--- Exercise material ---

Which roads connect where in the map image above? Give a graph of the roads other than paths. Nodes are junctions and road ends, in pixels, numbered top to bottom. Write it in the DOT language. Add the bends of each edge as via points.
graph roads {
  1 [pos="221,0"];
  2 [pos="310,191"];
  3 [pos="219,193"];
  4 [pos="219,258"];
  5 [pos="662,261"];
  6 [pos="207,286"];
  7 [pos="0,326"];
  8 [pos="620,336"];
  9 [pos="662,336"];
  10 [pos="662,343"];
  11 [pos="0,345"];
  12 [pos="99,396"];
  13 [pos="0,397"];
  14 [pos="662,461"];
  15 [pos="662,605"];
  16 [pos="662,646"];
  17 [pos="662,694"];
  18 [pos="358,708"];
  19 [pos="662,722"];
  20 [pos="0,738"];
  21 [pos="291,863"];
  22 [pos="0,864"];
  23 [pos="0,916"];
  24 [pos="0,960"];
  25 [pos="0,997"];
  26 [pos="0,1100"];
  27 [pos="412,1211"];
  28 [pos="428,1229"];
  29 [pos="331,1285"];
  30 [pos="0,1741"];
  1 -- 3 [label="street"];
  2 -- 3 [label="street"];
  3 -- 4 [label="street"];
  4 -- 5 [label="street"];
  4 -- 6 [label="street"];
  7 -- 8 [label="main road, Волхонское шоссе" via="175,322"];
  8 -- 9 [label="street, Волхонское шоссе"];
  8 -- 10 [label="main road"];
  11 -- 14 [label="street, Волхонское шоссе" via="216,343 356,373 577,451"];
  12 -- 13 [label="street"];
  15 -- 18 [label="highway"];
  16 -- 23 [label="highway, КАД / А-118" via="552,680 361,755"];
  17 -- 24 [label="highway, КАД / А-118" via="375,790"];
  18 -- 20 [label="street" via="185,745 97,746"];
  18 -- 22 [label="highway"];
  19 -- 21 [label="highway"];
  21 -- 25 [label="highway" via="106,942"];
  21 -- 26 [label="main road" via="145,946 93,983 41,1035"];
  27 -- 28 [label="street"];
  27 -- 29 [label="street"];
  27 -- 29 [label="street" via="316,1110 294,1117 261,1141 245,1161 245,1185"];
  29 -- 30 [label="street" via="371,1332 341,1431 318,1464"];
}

---

### What the task requires:
Nothing is to be left out: set down all the records again exactly.

### Solution to this exercise:
Which roads connect where in the map image above? Give a graph of the roads other than paths. Nodes are junctions and road ends, in pixels, numbered top to bottom. Write it in the DOT language. Add the bends of each edge as via points.
graph roads {
  1 [pos="221,0"];
  2 [pos="310,191"];
  3 [pos="219,193"];
  4 [pos="219,258"];
  5 [pos="662,261"];
  6 [pos="207,286"];
  7 [pos="0,326"];
  8 [pos="620,336"];
  9 [pos="662,336"];
  10 [pos="662,343"];
  11 [pos="0,345"];
  12 [pos="99,396"];
  13 [pos="0,397"];
  14 [pos="662,461"];
  15 [pos="662,605"];
  16 [pos="662,646"];
  17 [pos="662,694"];
  18 [pos="358,708"];
  19 [pos="662,722"];
  20 [pos="0,738"];
  21 [pos="291,863"];
  22 [pos="0,864"];
  23 [pos="0,916"];
  24 [pos="0,960"];
  25 [pos="0,997"];
  26 [pos="0,1100"];
  27 [pos="412,1211"];
  28 [pos="428,1229"];
  29 [pos="331,1285"];
  30 [pos="0,1741"];
  1 -- 3 [label="street"];
  2 -- 3 [label="street"];
  3 -- 4 [label="street"];
  4 -- 5 [label="street"];
  4 -- 6 [label="street"];
  7 -- 8 [label="main road, Волхонское шоссе" via="175,322"];
  8 -- 9 [label="street, Волхонское шоссе"];
  8 -- 10 [label="main road"];
  11 -- 14 [label="street, Волхонское шоссе" via="216,343 356,373 577,451"];
  12 -- 13 [label="street"];
  15 -- 18 [label="highway"];
  16 -- 23 [label="highway, КАД / А-118" via="552,680 361,755"];
  17 -- 24 [label="highway, КАД / А-118" via="375,790"];
  18 -- 20 [label="street" via="185,745 97,746"];
  18 -- 22 [label="highway"];
  19 -- 21 [label="highway"];
  21 -- 25 [label="highway" via="106,942"];
  21 -- 26 [label="main road" via="145,946 93,983 41,1035"];
  27 -- 28 [label="street"];
  27 -- 29 [label="street"];
  27 -- 29 [label="street" via="316,1110 294,1117 261,1141 245,1161 245,1185"];
  29 -- 30 [label="street" via="371,1332 341,1431 318,1464"];
}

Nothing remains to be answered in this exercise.